Política

Moro golpista diz que cargo de ministro "é técnico" para esconder respaldo do Judiciário a Bolsonaro

Figura do golpismo judicial, o juiz Sérgio Moro disse ontem, segunda (5), que deixar a Operação Lava Jato para assumir o Ministério da Justiça no governo de Bolsonaro não será para atuar como um “político verdadeiro”.

terça-feira 6 de novembro| Edição do dia

Durante um evento sobre o mercado de construções sustentáveis no Brasil e no mundo, Moro disse: "Eu, aqui, faço uma respeitosa divergência, não me vejo ingressando na política, ainda como um político verdadeiro.
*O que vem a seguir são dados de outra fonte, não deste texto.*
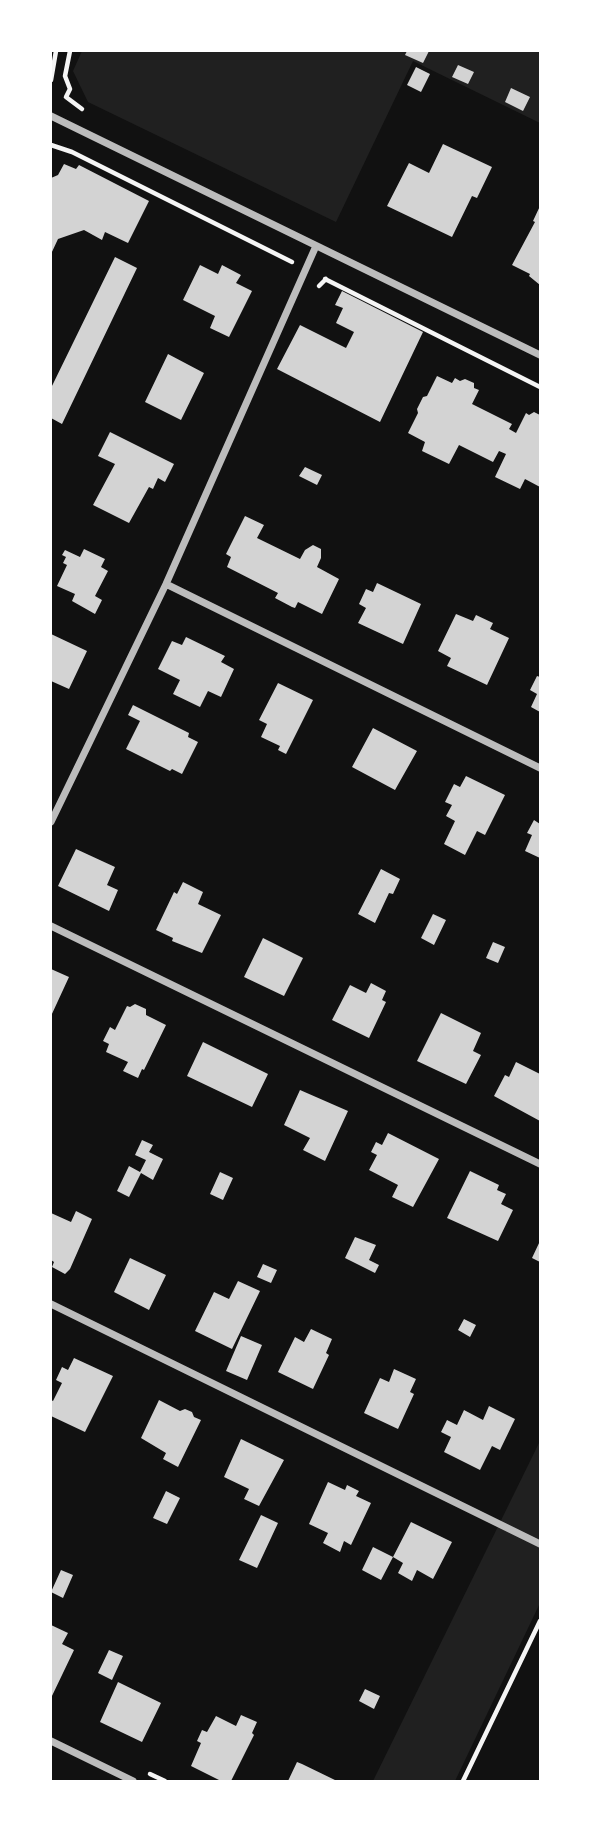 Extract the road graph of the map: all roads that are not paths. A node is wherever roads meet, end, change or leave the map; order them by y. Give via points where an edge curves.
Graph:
1 (52, 117) edge
2 (316, 246) junction
3 (540, 355) edge
4 (166, 584) junction
5 (540, 768) edge
6 (51, 822) edge
7 (51, 926) edge
8 (540, 1164) edge
9 (51, 1304) edge
10 (540, 1544) edge
11 (51, 1741) edge
12 (133, 1781) edge

1 - 2 street
2 - 3 street
2 - 4 street
4 - 5 street
4 - 6 street
7 - 8 street
9 - 10 street
11 - 12 street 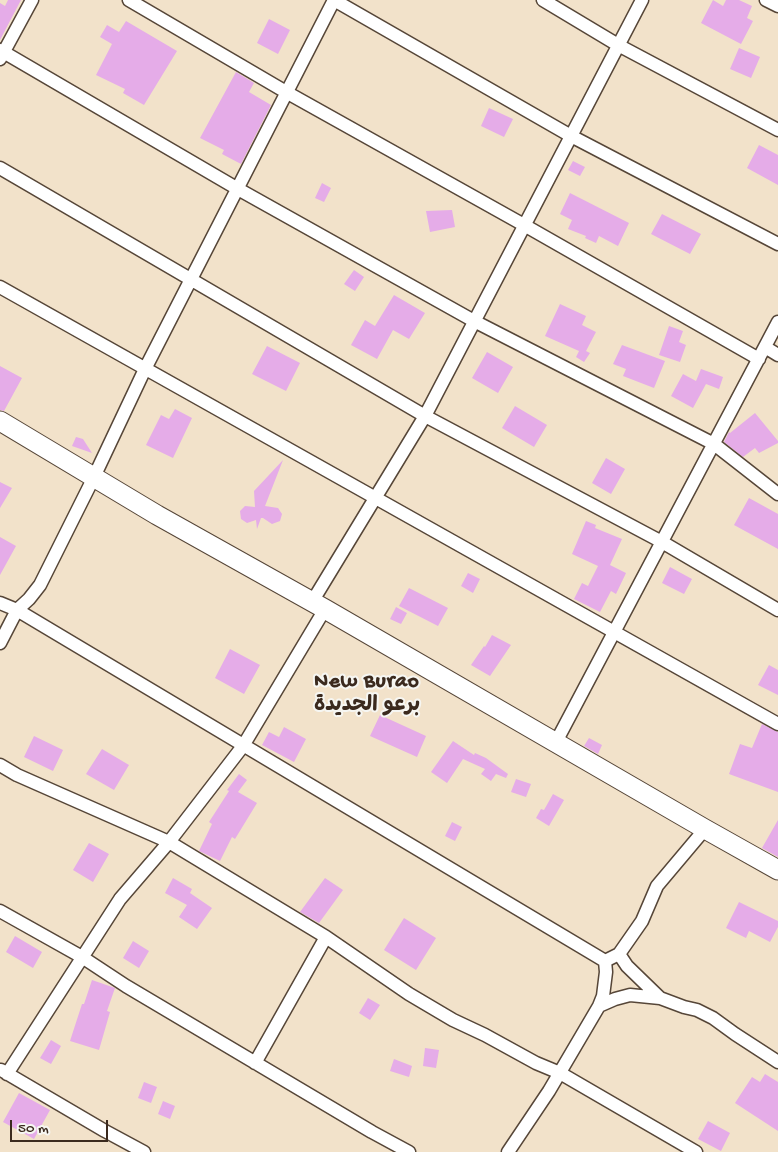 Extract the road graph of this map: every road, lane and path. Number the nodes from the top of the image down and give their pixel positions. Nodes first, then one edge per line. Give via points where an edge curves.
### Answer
1 (32, 0) edge
2 (129, 0) edge
3 (334, 0) edge
4 (543, 0) edge
5 (642, 0) edge
6 (766, 0) edge
7 (778, 6) edge
8 (618, 45) junction
9 (1, 54) edge
10 (286, 92) junction
11 (778, 130) edge
12 (571, 136) junction
13 (0, 168) edge
14 (238, 189) junction
15 (524, 225) junction
16 (778, 244) edge
17 (192, 280) junction
18 (0, 287) edge
19 (474, 321) junction
20 (778, 322) edge
21 (765, 347) junction
22 (778, 355) edge
23 (758, 359) junction
24 (146, 369) junction
25 (425, 416) junction
26 (0, 421) edge
27 (714, 444) junction
28 (94, 477) junction
29 (778, 494) edge
30 (375, 498) junction
31 (662, 542) junction
32 (0, 603) edge
33 (318, 605) junction
34 (17, 610) junction
35 (778, 610) edge
36 (615, 632) junction
37 (0, 643) edge
38 (778, 724) edge
39 (556, 742) junction
40 (243, 746) junction
41 (0, 765) edge
42 (705, 829) junction
43 (169, 842) junction
44 (778, 870) edge
45 (0, 911) edge
46 (326, 937) junction
47 (619, 954) junction
48 (82, 957) junction
49 (605, 961) junction
50 (660, 998) junction
51 (599, 1006) junction
52 (778, 1062) edge
53 (255, 1063) junction
54 (3, 1072) edge
55 (560, 1073) junction
56 (144, 1152) edge
57 (409, 1152) edge
58 (508, 1152) edge
59 (696, 1152) edge

1 - 9 street
2 - 10 street
3 - 10 street
3 - 12 street
4 - 8 street
5 - 8 street
6 - 7 street
8 - 11 street
8 - 12 street
9 - 14 street
10 - 14 street
10 - 15 street
12 - 15 street
12 - 16 street
13 - 17 street
14 - 17 street
14 - 19 street
15 - 19 street
15 - 23 street
17 - 24 street
17 - 25 street
18 - 24 street
19 - 25 street
19 - 27 street
20 - 21 street
21 - 22 street
21 - 23 street
23 - 27 street
24 - 28 street
24 - 30 street
25 - 30 street
25 - 31 street
26 - 28 highway
27 - 29 street
27 - 31 street
28 - 33 highway
28 - 34 street via 40,585
30 - 33 street
30 - 36 street
31 - 35 street
31 - 36 street
32 - 34 street
33 - 39 highway
33 - 40 street
34 - 37 street
34 - 40 street
36 - 38 street
36 - 39 street
39 - 42 highway
40 - 43 street
40 - 49 street
41 - 43 street
42 - 44 highway
42 - 47 street via 658,886 642,922
43 - 46 street
43 - 48 street via 120,898
45 - 48 street
46 - 53 street
46 - 55 street via 408,994 500,1045
47 - 49 street
47 - 50 street
48 - 53 street
48 - 54 street
49 - 51 street via 603,996
50 - 51 street via 630,995
50 - 52 street via 713,1018
51 - 55 street
53 - 57 street
54 - 56 street
55 - 58 street
55 - 59 street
Para mim, é um ingresso num cargo que é predominantemente técnico".

O juiz golpista, que chegou a afirmar em ao menos 7 entrevistas que não havia riscos de que entrasse para a política, quer transformar um cargo político em cargo técnico para não precisar assumir que é porta voz da instituição que favoreceu a eleição de Bolsonaro manipulando todo o processo eleitoral.
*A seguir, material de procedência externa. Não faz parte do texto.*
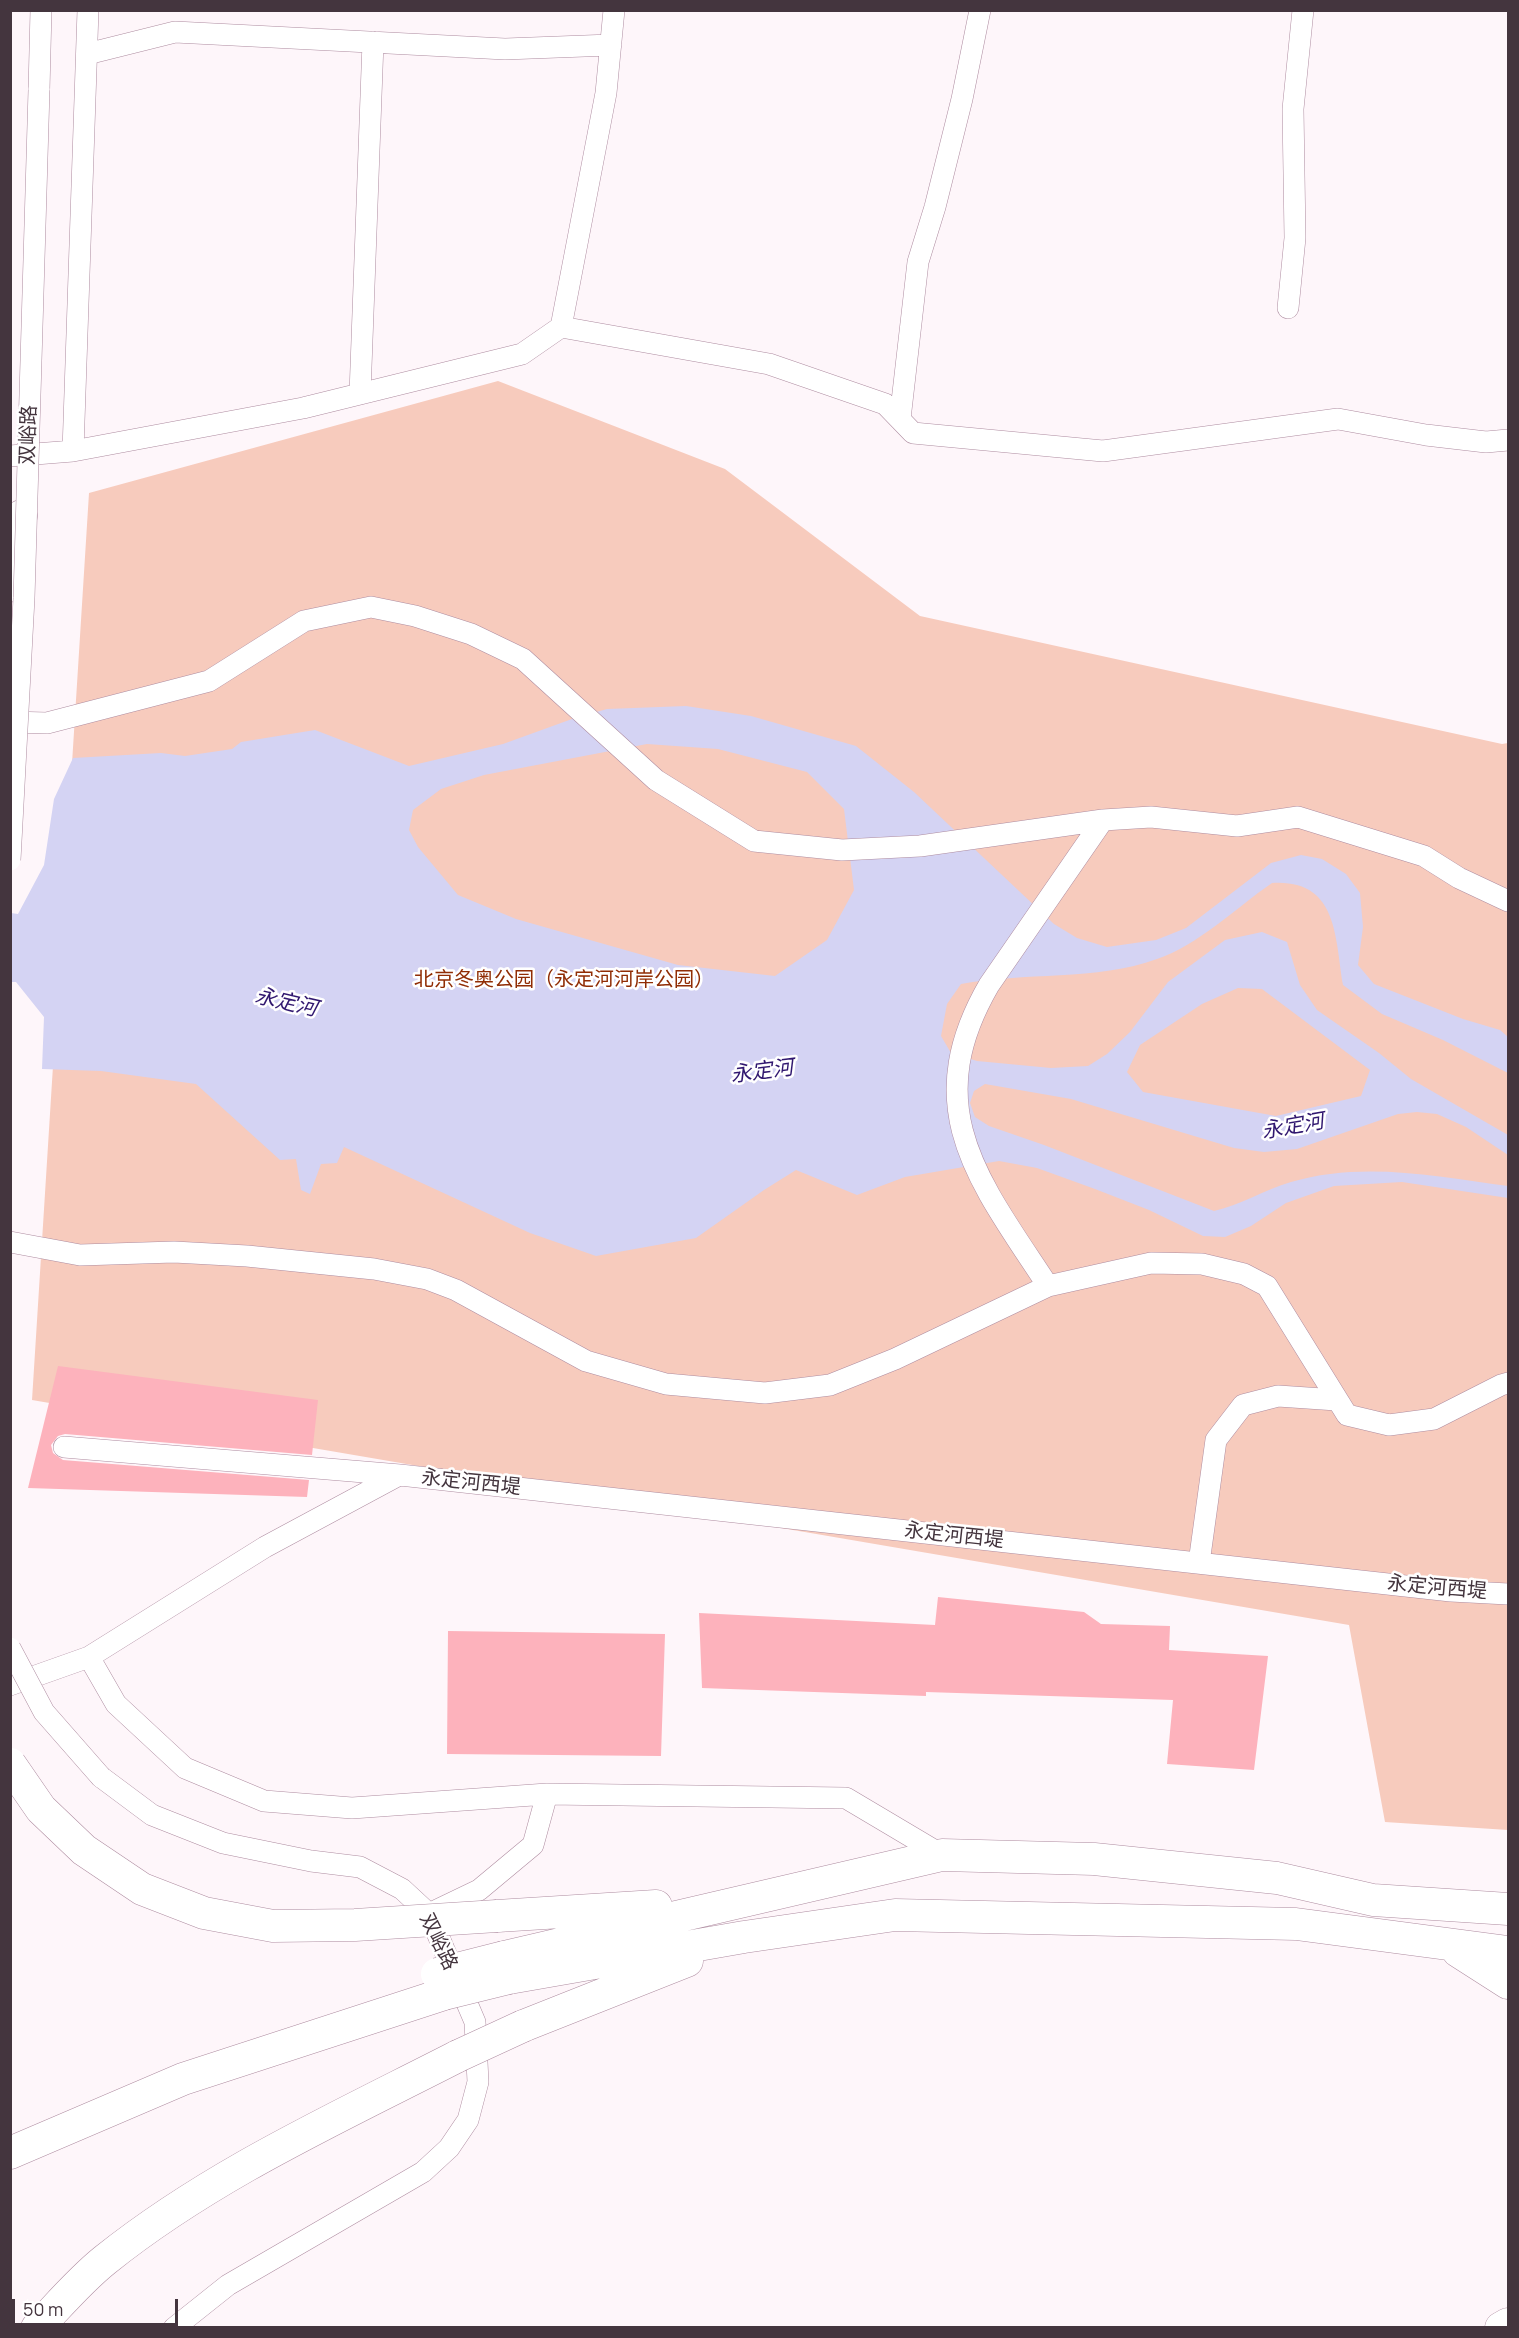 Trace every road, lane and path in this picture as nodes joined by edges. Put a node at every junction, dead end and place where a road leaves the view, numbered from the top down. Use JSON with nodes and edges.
{"nodes":[{"id":1,"x":41,"y":10,"type":"edge"},
{"id":2,"x":88,"y":10,"type":"edge"},
{"id":3,"x":614,"y":10,"type":"edge"},
{"id":4,"x":980,"y":10,"type":"edge"},
{"id":5,"x":1303,"y":10,"type":"edge"},
{"id":6,"x":373,"y":42,"type":"junction"},
{"id":7,"x":610,"y":45,"type":"junction"},
{"id":8,"x":87,"y":54,"type":"junction"},
{"id":9,"x":1288,"y":308,"type":"dead end"},
{"id":10,"x":561,"y":327,"type":"junction"},
{"id":11,"x":360,"y":394,"type":"junction"},
{"id":12,"x":900,"y":419,"type":"junction"},
{"id":13,"x":1509,"y":440,"type":"edge"},
{"id":14,"x":73,"y":451,"type":"junction"},
{"id":15,"x":19,"y":460,"type":"edge"},
{"id":16,"x":10,"y":586,"type":"edge"},
{"id":17,"x":10,"y":722,"type":"edge"},
{"id":18,"x":1103,"y":820,"type":"junction"},
{"id":19,"x":10,"y":860,"type":"edge"},
{"id":20,"x":1509,"y":901,"type":"edge"},
{"id":21,"x":10,"y":1242,"type":"edge"},
{"id":22,"x":1048,"y":1286,"type":"junction"},
{"id":23,"x":1509,"y":1383,"type":"edge"},
{"id":24,"x":1337,"y":1400,"type":"junction"},
{"id":25,"x":64,"y":1447,"type":"dead end"},
{"id":26,"x":400,"y":1475,"type":"junction"},
{"id":27,"x":1199,"y":1563,"type":"junction"},
{"id":28,"x":1509,"y":1594,"type":"edge"},
{"id":29,"x":10,"y":1648,"type":"edge"},
{"id":30,"x":90,"y":1657,"type":"junction"},
{"id":31,"x":10,"y":1685,"type":"edge"},
{"id":32,"x":10,"y":1764,"type":"edge"},
{"id":33,"x":547,"y":1794,"type":"junction"},
{"id":34,"x":942,"y":1855,"type":"junction"},
{"id":35,"x":749,"y":1900,"type":"junction"},
{"id":36,"x":1373,"y":1900,"type":"junction"},
{"id":37,"x":1509,"y":1909,"type":"edge"},
{"id":38,"x":429,"y":1914,"type":"junction"},
{"id":39,"x":1509,"y":1931,"type":"edge"},
{"id":40,"x":744,"y":1937,"type":"junction"},
{"id":41,"x":1447,"y":1944,"type":"junction"},
{"id":42,"x":1509,"y":1952,"type":"edge"},
{"id":43,"x":507,"y":1968,"type":"junction"},
{"id":44,"x":1509,"y":1983,"type":"edge"},
{"id":45,"x":179,"y":2069,"type":"junction"},
{"id":46,"x":10,"y":2130,"type":"edge"},
{"id":47,"x":10,"y":2153,"type":"edge"},
{"id":48,"x":1509,"y":2324,"type":"edge"},
{"id":49,"x":37,"y":2328,"type":"edge"},
{"id":50,"x":174,"y":2328,"type":"edge"},
{"id":51,"x":1501,"y":2328,"type":"edge"}],
"edges":[{"from":1,"to":15,"type":"street","name":"双峪路","bridge":true},
{"from":2,"to":8,"type":"street"},
{"from":3,"to":7,"type":"street"},
{"from":4,"to":12,"type":"street"},
{"from":5,"to":9,"type":"street"},
{"from":6,"to":7,"type":"street"},
{"from":6,"to":8,"type":"street"},
{"from":6,"to":11,"type":"street"},
{"from":7,"to":10,"type":"street"},
{"from":8,"to":14,"type":"street"},
{"from":10,"to":11,"type":"street"},
{"from":10,"to":12,"type":"street"},
{"from":11,"to":14,"type":"street"},
{"from":12,"to":13,"type":"street"},
{"from":14,"to":15,"type":"street"},
{"from":15,"to":16,"type":"highway","bridge":true},
{"from":15,"to":19,"type":"street","name":"双峪路","bridge":true},
{"from":17,"to":18,"type":"street"},
{"from":18,"to":20,"type":"street"},
{"from":18,"to":22,"type":"street"},
{"from":21,"to":22,"type":"street"},
{"from":22,"to":24,"type":"street"},
{"from":23,"to":24,"type":"street"},
{"from":24,"to":27,"type":"street"},
{"from":25,"to":26,"type":"street","name":"永定河西堤"},
{"from":26,"to":27,"type":"street","name":"永定河西堤"},
{"from":26,"to":30,"type":"street"},
{"from":27,"to":28,"type":"street","name":"永定河西堤"},
{"from":29,"to":38,"type":"street","name":"双峪路","bridge":true},
{"from":30,"to":31,"type":"street"},
{"from":30,"to":33,"type":"street"},
{"from":32,"to":35,"type":"highway","bridge":true},
{"from":33,"to":34,"type":"street"},
{"from":33,"to":38,"type":"street"},
{"from":34,"to":35,"type":"highway"},
{"from":34,"to":36,"type":"highway"},
{"from":35,"to":43,"type":"highway"},
{"from":36,"to":37,"type":"highway"},
{"from":36,"to":39,"type":"highway"},
{"from":38,"to":50,"type":"street","name":"双峪路"},
{"from":40,"to":41,"type":"highway"},
{"from":40,"to":43,"type":"highway"},
{"from":40,"to":49,"type":"highway","bridge":true},
{"from":41,"to":42,"type":"highway"},
{"from":41,"to":44,"type":"highway"},
{"from":43,"to":45,"type":"highway","bridge":true},
{"from":45,"to":46,"type":"highway"},
{"from":45,"to":47,"type":"highway"},
{"from":48,"to":51,"type":"highway"}]}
Moro já se afastou das atividades de juiz federal e da Lava Jato logo após aceitar o convite para ser ministro. Comunicou que vai sair de férias por 17 dias a partir de ontem e vai pedir a exoneração da magistratura em janeiro.

A juíza Gabriela Hardt, substituta da 13ª Vara Federal de Curitiba, ouviu nesta segunda os depoimentos de dois réus no processo da Lava Jato que investiga se Lula recebeu propina de empreiteiras por meio da aquisição e de reformas em um sítio em Atibaia. O depoimento dele nessa ação está marcado para o dia 14.

É nesse marco que a Polícia Federal, o braço armado da Lava-Jato, passará a ficar diretamente subordinada a Moro e seu superministério, que também agregará segurança pública e combate à corrupção. Com todos esses “superpoderes” na mão do juiz que não hesita em vazar ilegalmente delações, prender sem provas e com convicção, ficam nítidos os objetivos políticos que a “justiça” do governo Bolsonaro é para garantir um presidente blindado para aprovar as reformas.

Combater o avanço autoritário do judiciário, que tem sido o traço mais marcante do regime tutelado pelas forças armadas, é tarefa dos trabalhadores e da juventude, para que derrotemos as reformas.